• SUPPLIED MATERIAL:
━━━━━━━━

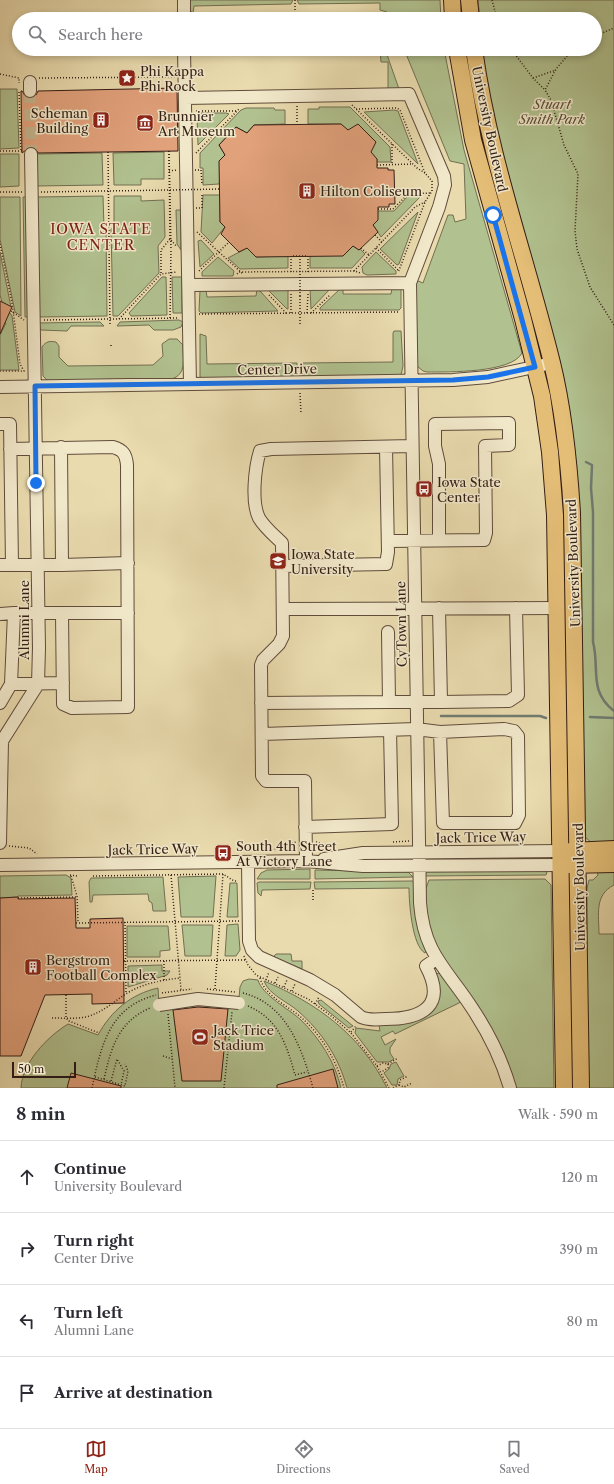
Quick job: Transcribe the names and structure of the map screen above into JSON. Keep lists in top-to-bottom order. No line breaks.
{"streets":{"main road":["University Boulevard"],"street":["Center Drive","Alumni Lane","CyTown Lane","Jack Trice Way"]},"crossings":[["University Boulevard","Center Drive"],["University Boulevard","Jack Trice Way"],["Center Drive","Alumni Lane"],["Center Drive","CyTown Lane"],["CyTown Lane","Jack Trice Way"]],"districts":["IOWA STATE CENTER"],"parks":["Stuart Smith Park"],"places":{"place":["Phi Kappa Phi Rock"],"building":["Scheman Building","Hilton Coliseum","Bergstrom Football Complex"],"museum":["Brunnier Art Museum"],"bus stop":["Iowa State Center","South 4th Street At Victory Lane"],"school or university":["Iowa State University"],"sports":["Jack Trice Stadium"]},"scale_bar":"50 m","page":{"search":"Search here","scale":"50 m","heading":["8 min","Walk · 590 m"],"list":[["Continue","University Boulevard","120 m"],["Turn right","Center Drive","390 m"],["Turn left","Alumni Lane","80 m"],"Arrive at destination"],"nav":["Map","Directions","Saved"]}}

━━━━━━━━

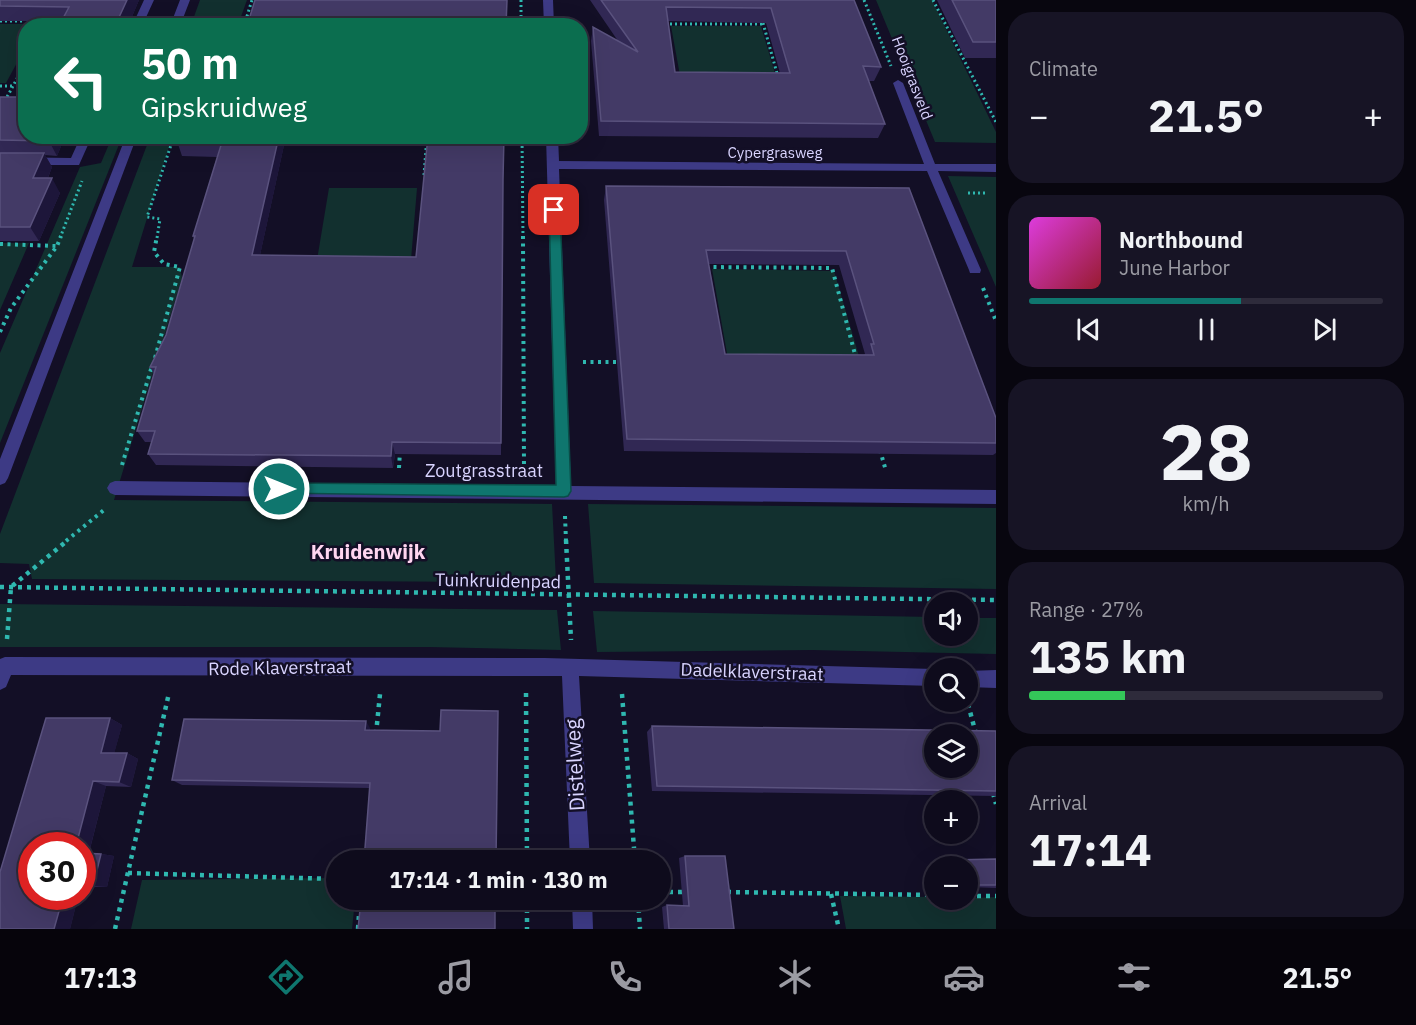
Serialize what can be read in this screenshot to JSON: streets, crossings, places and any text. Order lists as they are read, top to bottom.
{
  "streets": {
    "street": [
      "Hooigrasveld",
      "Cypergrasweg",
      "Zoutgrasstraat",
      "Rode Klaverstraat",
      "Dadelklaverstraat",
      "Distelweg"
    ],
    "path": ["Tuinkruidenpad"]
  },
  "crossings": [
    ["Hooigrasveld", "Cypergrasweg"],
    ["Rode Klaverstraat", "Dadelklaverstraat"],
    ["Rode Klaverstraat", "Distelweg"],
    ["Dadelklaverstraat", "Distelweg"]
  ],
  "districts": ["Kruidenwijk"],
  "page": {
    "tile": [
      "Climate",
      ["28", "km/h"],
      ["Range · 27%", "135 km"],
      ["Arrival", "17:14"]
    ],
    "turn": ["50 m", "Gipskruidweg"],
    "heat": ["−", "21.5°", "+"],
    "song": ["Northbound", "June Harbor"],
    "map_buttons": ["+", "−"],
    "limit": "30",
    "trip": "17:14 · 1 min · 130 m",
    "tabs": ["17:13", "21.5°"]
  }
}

━━━━━━━━

Scan the records above, then copy out each line that mentions "Dadelklaverstraat".

      "Dadelklaverstraat",
    ["Rode Klaverstraat", "Dadelklaverstraat"],
    ["Dadelklaverstraat", "Distelweg"]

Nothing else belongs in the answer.